Set rxWSp = CreateObject("vbscript.regexp")
rxWSp.Global = True
rxWSp.Pattern = "\s+"
' Column 1 Regex
' ==================
Set rxC1 = CreateObject("vbscript.regexp")
rxC1.Global = False
rxC1.Pattern = "^[ ]?([^ ,()""']+)(?:([ ]\([^)]*\)))?(?:([ ][^ ,()""'])([^ ,()""']*))?(?:([ ]([""']).*?)\6)?[ ]([^ ,()""']+)(?:[, ]*([ ].+?)[ ]?|.*?)?$"
' Column 2 Regex
' ==================
Set rxC2 = CreateObject("vbscript.regexp")
rxC2.Global = False
rxC2.Pattern = "^[ ]?([^ ,()""']+)(?:([ ][^ ,()""']+))?,([^ ,()""']+)(?:([ ][^ ,()""'])([^ ,()""']*))?.*$"
' Normalize column 1 and 2, Copy to new var
' ============================================
strC1_Normal = rxDot.Replace(rxWSp.Replace(strC1, " "), "")
strC2_Normal = rxDot.Replace(rxWSp.Replace(strC2, " "), "")
' Comparison (Type 2) of Normalized column 1,2 values
' ============================================
strC1_2 = rxC1.Replace(strC1_Normal, "$7$8,$1$3")
strC2_2 = rxC2.Replace(strC2_Normal, "$1$2,$3$4")
If strC1_2 = strC2_2 Then
MsgBox ("Type 2 values are EQUAL")
Else
MsgBox ("Type 2 values are NOT Equal")
End If
End Sub
Paren/Quote Response
As a side note, I will need to eliminate the quotes from the nicknames and the parentheses from the preferred names.
If I understand correctly ..
Yes, you can capture the contents inside quotes and parenthesis separetly.

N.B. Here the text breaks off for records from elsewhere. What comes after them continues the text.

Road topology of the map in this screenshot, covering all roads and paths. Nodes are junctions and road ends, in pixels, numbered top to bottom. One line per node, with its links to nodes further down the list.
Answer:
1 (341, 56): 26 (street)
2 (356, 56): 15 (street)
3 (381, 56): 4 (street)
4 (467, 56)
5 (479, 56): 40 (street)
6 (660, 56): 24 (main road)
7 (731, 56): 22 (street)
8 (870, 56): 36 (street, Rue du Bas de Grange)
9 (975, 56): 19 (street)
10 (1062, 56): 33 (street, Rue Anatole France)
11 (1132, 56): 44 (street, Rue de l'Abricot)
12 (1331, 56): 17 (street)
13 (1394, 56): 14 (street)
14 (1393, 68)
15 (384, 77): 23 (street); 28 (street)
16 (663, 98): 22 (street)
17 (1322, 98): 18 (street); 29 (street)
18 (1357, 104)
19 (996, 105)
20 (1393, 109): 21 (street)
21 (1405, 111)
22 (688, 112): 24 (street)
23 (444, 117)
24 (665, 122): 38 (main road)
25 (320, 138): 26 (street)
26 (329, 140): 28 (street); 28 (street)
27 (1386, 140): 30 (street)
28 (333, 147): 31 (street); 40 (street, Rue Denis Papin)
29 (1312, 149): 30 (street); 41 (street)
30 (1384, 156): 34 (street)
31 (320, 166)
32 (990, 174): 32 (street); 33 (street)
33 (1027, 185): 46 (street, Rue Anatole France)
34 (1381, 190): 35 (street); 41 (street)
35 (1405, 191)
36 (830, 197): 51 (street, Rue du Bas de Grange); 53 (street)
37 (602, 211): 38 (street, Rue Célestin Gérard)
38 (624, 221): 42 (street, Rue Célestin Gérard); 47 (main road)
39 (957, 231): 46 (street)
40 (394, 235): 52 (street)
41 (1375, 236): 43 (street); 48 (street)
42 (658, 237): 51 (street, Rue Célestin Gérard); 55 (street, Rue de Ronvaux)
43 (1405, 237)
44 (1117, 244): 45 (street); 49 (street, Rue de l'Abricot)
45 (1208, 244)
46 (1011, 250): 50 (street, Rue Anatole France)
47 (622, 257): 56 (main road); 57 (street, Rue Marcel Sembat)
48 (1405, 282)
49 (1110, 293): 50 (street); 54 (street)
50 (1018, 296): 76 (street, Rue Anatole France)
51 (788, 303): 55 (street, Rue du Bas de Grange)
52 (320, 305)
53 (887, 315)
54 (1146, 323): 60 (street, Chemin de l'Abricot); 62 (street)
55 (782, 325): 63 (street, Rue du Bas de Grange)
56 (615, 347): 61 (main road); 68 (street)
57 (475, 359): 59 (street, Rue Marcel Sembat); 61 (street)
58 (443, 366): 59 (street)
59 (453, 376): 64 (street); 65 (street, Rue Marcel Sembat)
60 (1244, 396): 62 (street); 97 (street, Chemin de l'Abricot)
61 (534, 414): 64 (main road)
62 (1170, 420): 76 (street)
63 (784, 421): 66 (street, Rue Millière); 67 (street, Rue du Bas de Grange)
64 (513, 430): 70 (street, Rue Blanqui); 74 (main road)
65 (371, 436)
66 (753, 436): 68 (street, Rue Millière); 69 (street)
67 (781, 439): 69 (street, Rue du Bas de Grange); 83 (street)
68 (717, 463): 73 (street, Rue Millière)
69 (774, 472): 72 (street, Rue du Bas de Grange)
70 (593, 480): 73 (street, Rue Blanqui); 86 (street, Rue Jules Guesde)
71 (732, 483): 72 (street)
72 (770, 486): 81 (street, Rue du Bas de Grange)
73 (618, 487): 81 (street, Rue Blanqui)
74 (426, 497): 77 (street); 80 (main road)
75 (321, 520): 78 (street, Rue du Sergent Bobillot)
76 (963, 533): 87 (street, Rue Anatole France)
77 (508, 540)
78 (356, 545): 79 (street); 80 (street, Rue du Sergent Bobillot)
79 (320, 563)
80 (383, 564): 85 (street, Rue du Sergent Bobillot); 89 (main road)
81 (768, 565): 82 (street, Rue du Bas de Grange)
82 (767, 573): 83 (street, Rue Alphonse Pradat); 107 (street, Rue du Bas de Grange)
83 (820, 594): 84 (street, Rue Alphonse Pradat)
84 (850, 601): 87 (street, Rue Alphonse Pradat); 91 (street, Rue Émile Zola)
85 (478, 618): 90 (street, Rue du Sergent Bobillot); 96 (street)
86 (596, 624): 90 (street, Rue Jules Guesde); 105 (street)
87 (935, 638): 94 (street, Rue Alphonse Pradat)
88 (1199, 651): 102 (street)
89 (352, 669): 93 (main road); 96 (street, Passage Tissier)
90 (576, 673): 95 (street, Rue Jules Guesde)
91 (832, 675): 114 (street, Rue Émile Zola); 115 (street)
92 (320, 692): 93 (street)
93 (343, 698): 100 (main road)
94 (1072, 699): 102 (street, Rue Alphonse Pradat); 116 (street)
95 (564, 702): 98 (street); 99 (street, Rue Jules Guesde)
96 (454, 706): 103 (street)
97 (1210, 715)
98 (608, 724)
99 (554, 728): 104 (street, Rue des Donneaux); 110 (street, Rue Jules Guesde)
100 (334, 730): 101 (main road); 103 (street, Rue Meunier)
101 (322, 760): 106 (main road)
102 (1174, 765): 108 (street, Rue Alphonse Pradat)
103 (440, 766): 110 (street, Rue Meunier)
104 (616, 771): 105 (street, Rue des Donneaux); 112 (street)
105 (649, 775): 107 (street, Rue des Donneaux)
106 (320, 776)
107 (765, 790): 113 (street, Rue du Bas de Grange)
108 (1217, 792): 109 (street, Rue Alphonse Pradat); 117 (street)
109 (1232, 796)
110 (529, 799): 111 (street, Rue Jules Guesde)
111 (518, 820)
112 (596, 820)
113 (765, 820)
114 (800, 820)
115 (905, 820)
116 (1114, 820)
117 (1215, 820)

It just requires some modifications. The below regex has the ability to
formulate a replacement with or without quotes and/or parenthesis,
or other forms.
Samples below give ways to formulate replacements.
Very Important Note here
IF you are talking about eliminating quotes "" and parenthesis () from the
matching regex, that could be done as well. It requires a new regex.
The only problem is that ALL distinction between preferred/middle/nick
gets thrown out the window because these were positional as well as
delimited (ie: (preferred) middle "nick" ).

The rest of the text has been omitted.